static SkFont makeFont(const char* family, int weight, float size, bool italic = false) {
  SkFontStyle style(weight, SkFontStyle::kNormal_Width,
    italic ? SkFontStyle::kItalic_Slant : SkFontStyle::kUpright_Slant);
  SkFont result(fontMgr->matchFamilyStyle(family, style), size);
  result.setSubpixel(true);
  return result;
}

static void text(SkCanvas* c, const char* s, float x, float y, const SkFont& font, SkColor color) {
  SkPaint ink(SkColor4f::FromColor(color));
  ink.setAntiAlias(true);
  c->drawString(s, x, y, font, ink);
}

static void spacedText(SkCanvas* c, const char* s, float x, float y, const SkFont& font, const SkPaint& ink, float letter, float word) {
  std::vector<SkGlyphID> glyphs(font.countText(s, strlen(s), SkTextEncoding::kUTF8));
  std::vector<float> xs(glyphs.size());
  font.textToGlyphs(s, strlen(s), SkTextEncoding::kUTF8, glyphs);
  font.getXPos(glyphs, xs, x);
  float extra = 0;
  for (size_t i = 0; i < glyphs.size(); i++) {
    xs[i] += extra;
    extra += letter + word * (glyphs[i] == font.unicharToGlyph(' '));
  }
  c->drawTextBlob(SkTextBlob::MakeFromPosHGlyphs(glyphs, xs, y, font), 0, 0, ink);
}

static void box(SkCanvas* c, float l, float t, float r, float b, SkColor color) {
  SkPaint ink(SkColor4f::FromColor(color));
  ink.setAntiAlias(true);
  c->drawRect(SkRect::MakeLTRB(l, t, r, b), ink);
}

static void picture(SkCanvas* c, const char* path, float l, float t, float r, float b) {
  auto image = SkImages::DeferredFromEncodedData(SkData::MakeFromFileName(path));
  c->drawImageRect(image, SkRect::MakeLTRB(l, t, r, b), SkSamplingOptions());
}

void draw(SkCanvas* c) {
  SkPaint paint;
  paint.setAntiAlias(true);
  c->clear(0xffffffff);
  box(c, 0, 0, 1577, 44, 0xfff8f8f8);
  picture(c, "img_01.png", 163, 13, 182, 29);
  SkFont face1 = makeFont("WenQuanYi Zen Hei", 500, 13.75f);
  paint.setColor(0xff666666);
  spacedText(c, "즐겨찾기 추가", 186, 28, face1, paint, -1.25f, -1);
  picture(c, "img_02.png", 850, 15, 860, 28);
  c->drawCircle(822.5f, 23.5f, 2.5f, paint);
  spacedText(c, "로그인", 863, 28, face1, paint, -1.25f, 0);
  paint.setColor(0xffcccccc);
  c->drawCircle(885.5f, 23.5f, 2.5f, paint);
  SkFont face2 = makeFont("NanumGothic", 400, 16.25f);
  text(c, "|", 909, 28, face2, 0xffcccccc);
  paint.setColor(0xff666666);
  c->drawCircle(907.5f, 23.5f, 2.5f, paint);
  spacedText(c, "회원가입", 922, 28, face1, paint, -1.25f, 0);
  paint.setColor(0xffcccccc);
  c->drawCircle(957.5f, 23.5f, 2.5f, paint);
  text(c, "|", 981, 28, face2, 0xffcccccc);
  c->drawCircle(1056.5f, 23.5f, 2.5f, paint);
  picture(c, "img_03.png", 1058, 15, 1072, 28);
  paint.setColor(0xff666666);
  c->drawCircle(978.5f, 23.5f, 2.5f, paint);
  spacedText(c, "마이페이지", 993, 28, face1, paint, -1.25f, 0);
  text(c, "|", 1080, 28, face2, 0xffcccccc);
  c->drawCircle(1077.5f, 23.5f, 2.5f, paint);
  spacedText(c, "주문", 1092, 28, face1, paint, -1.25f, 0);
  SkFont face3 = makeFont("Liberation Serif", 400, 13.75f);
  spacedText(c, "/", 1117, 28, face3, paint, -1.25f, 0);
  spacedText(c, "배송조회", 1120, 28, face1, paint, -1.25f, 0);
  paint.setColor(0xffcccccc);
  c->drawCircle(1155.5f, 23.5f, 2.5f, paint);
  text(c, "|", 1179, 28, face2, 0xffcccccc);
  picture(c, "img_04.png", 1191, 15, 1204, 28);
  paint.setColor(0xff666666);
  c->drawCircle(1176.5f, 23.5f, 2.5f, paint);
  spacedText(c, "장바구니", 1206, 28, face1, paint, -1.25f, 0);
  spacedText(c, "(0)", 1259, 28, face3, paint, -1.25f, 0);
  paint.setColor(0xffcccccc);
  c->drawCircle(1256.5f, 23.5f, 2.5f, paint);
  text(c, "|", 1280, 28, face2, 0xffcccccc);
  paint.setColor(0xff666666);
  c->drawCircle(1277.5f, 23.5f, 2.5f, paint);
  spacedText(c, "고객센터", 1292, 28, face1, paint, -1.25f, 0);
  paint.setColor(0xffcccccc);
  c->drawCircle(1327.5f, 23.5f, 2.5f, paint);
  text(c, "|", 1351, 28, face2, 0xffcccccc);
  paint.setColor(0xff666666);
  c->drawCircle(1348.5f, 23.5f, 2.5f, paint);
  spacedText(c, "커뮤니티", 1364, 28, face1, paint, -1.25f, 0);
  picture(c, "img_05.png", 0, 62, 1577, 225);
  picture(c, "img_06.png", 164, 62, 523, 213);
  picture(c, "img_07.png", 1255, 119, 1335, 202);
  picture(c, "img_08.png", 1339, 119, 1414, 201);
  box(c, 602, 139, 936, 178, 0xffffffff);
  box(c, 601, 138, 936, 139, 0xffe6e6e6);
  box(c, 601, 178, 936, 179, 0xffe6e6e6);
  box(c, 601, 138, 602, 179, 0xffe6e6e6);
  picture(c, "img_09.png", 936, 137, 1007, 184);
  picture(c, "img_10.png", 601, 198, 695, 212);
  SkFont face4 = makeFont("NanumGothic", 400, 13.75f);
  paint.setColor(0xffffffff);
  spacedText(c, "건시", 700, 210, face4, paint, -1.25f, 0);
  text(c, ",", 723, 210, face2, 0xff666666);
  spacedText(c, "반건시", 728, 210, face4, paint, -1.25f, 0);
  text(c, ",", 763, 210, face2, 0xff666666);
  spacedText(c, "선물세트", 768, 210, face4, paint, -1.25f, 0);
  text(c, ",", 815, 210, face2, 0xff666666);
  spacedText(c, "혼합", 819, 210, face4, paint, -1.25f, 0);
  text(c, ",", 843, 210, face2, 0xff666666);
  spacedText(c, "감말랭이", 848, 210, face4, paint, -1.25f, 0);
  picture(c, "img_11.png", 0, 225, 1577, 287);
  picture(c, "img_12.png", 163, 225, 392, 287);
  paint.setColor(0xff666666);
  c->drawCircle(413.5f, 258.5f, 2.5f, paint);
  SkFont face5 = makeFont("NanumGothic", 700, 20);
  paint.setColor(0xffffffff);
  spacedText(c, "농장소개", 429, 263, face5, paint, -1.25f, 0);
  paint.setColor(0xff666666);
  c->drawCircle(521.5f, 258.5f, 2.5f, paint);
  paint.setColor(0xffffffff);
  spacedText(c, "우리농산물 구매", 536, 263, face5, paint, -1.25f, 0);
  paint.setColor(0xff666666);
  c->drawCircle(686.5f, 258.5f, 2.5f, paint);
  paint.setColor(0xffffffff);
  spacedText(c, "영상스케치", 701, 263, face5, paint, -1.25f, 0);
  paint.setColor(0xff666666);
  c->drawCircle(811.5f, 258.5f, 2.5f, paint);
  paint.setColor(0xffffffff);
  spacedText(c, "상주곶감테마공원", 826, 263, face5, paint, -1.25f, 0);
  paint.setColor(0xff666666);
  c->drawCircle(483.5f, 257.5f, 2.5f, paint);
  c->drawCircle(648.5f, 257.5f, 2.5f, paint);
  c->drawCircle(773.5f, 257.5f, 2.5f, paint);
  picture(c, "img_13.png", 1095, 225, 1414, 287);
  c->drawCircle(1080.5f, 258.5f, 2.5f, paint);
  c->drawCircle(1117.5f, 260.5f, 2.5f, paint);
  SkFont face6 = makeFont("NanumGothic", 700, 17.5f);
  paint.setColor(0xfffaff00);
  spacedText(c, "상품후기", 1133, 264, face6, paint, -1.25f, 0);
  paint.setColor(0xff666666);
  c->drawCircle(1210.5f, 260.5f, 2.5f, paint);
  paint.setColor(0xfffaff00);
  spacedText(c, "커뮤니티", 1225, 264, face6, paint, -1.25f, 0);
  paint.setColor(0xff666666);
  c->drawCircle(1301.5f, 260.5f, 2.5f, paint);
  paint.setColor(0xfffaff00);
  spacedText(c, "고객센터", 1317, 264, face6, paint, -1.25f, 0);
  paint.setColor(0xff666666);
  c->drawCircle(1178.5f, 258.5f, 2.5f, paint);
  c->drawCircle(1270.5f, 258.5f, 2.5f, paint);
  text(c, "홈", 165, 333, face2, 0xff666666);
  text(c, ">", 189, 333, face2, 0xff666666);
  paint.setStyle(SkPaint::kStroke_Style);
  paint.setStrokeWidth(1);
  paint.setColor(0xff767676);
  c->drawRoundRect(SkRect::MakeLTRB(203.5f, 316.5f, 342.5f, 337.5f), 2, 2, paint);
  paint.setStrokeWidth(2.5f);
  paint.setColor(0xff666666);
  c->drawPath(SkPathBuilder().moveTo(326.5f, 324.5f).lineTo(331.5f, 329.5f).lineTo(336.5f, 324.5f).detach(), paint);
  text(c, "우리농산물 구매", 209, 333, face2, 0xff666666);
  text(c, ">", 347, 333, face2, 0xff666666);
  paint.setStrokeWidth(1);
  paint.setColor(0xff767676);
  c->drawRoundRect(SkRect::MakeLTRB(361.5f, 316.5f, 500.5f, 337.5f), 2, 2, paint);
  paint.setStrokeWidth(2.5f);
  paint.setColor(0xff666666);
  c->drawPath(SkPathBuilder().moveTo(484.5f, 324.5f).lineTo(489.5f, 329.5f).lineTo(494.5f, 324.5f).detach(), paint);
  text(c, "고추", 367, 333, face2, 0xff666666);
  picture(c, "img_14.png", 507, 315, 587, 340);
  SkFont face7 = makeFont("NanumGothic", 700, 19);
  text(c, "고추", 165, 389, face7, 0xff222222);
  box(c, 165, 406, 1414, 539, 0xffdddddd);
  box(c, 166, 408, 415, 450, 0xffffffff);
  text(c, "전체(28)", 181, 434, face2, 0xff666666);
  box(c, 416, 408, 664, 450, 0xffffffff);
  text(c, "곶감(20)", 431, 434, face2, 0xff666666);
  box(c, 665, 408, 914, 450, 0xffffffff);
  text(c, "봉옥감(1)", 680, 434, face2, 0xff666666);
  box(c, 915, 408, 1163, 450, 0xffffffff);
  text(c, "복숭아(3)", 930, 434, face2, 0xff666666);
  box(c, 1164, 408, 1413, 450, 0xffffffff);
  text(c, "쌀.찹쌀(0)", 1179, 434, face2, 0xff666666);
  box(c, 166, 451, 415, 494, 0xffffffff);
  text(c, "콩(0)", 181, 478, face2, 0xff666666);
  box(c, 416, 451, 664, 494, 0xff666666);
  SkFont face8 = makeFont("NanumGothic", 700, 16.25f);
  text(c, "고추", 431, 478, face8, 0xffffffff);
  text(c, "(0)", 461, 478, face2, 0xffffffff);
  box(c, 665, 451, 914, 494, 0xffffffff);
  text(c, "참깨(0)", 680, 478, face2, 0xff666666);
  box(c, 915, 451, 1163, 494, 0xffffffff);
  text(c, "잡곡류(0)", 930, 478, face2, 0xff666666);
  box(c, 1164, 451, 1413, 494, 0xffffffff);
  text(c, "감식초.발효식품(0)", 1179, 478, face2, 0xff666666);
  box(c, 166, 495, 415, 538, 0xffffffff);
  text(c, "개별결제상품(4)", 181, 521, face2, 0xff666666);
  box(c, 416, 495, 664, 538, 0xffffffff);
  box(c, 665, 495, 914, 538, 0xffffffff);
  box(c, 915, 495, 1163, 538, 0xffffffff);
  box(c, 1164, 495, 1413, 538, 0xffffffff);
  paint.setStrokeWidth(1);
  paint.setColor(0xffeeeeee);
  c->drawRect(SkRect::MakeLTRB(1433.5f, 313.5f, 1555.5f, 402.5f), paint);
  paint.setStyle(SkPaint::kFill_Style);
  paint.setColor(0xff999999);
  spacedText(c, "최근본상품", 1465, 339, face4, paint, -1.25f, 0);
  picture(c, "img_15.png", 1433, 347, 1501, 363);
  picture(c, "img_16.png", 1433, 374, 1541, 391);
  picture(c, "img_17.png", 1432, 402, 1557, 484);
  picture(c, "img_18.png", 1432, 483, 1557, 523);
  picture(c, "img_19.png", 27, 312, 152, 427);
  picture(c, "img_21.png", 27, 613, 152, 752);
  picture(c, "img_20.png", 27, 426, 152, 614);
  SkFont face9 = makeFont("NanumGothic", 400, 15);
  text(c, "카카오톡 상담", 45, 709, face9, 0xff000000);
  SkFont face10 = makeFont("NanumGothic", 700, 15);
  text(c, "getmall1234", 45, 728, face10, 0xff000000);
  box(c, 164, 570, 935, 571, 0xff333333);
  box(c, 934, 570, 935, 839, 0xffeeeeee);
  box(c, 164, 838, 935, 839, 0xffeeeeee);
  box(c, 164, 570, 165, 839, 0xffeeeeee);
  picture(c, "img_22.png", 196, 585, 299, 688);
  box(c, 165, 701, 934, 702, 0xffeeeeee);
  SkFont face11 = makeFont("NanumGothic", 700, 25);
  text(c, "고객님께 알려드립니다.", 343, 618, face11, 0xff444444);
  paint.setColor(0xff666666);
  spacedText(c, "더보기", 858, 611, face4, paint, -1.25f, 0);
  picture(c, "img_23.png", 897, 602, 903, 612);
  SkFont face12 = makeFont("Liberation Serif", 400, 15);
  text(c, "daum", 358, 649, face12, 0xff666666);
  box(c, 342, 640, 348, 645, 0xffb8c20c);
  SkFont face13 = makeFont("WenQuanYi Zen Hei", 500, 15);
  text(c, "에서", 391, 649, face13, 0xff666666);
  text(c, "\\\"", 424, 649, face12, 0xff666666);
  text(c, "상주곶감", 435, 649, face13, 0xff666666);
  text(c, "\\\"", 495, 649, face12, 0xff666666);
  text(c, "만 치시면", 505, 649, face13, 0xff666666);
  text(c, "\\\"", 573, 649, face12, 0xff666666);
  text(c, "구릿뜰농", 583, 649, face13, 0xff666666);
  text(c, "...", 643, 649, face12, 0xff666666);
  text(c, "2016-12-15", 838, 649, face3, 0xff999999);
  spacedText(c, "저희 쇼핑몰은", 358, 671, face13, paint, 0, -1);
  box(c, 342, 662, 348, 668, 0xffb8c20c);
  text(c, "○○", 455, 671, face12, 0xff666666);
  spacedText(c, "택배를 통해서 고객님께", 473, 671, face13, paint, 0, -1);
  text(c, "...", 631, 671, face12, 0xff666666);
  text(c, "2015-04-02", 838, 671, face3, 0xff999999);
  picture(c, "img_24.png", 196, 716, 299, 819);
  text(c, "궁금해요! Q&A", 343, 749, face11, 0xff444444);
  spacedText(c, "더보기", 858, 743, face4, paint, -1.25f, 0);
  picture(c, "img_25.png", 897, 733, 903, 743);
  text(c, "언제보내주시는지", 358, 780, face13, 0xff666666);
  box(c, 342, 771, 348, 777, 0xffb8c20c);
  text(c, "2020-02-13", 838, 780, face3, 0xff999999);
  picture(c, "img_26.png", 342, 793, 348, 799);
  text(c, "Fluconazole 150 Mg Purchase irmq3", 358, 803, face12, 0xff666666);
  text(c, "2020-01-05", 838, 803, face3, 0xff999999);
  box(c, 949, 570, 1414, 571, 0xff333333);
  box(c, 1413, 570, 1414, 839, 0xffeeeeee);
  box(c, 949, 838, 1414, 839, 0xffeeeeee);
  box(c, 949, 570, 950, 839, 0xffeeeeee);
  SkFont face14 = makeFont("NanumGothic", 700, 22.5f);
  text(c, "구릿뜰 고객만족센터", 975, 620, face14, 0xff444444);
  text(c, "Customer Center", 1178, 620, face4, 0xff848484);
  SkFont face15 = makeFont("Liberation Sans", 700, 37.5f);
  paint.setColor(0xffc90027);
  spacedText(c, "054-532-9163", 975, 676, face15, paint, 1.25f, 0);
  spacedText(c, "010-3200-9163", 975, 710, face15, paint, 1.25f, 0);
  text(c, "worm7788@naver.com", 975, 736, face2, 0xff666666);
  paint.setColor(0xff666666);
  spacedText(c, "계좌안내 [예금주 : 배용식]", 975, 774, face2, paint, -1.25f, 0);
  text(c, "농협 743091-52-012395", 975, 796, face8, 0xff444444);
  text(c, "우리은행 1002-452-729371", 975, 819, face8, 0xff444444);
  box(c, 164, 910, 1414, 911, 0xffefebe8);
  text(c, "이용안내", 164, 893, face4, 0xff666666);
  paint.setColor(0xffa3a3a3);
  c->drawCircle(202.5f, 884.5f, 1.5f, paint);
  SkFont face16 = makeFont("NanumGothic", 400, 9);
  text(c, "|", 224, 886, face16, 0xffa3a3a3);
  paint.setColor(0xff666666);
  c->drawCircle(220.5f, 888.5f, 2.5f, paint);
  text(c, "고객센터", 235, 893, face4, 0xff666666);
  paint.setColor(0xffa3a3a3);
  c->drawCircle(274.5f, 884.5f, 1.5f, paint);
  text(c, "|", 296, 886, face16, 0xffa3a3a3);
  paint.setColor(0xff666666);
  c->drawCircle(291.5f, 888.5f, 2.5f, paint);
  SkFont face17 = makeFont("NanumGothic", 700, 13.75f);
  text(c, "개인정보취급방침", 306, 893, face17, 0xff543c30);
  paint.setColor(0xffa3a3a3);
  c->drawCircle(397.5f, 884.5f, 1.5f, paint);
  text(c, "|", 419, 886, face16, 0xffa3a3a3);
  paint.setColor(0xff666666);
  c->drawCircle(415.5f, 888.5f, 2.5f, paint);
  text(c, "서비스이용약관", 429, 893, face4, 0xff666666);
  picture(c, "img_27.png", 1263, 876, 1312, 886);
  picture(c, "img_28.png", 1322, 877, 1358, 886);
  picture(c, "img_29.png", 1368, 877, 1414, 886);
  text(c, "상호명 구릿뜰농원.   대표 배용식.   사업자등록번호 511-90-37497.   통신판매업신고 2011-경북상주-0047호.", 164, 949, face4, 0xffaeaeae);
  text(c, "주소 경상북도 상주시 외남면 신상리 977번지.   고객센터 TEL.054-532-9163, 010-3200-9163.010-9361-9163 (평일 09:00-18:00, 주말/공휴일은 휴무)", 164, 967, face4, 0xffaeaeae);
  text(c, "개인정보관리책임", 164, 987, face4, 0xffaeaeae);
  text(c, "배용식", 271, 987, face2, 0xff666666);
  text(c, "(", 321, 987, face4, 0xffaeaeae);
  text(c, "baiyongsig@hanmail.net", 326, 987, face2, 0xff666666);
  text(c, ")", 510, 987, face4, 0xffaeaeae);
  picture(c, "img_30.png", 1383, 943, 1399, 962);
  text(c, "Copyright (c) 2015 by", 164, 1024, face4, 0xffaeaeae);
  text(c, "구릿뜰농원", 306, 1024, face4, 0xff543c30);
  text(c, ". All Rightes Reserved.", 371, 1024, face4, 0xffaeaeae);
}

::::

**WORK TO COMPLETE**
All lines from the opening of the listing above through the line that contains "static void spacedText(SkCanvas*" should be given again exactly, and nothing more.

**ANSWER BOX**
static SkFont makeFont(const char* family, int weight, float size, bool italic = false) {
  SkFontStyle style(weight, SkFontStyle::kNormal_Width,
    italic ? SkFontStyle::kItalic_Slant : SkFontStyle::kUpright_Slant);
  SkFont result(fontMgr->matchFamilyStyle(family, style), size);
  result.setSubpixel(true);
  return result;
}

static void text(SkCanvas* c, const char* s, float x, float y, const SkFont& font, SkColor color) {
  SkPaint ink(SkColor4f::FromColor(color));
  ink.setAntiAlias(true);
  c->drawString(s, x, y, font, ink);
}

static void spacedText(SkCanvas* c, const char* s, float x, float y, const SkFont& font, const SkPaint& ink, float letter, float word) {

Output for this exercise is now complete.